> PROBLEM
Report back every line below that carries the word "edges".

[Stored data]
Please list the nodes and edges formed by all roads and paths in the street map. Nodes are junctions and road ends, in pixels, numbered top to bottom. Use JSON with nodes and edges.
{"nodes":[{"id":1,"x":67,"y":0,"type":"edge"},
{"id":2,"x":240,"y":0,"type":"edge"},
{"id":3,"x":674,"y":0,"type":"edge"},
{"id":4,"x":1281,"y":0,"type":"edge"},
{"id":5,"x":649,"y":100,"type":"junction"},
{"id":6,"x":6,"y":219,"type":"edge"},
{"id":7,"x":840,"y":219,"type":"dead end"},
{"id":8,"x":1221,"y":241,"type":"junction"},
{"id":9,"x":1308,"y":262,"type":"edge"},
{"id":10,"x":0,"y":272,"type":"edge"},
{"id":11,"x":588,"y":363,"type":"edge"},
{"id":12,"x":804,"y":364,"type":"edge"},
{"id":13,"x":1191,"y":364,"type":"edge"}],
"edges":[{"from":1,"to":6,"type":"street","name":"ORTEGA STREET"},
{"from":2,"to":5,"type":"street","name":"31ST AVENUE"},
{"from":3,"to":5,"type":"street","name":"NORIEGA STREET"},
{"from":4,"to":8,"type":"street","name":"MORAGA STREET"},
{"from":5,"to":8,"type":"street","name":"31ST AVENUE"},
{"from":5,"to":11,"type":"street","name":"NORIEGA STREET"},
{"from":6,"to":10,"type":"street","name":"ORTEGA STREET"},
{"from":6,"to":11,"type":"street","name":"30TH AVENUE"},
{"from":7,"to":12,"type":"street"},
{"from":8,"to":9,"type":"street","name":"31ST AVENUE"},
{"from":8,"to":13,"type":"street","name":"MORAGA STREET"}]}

> SOLUTION FOR THIS EXERCISE
Please list the nodes and edges formed by all roads and paths in the street map. Nodes are junctions and road ends, in pixels, numbered top to bottom. Use JSON with nodes and edges.
"edges":[{"from":1,"to":6,"type":"street","name":"ORTEGA STREET"},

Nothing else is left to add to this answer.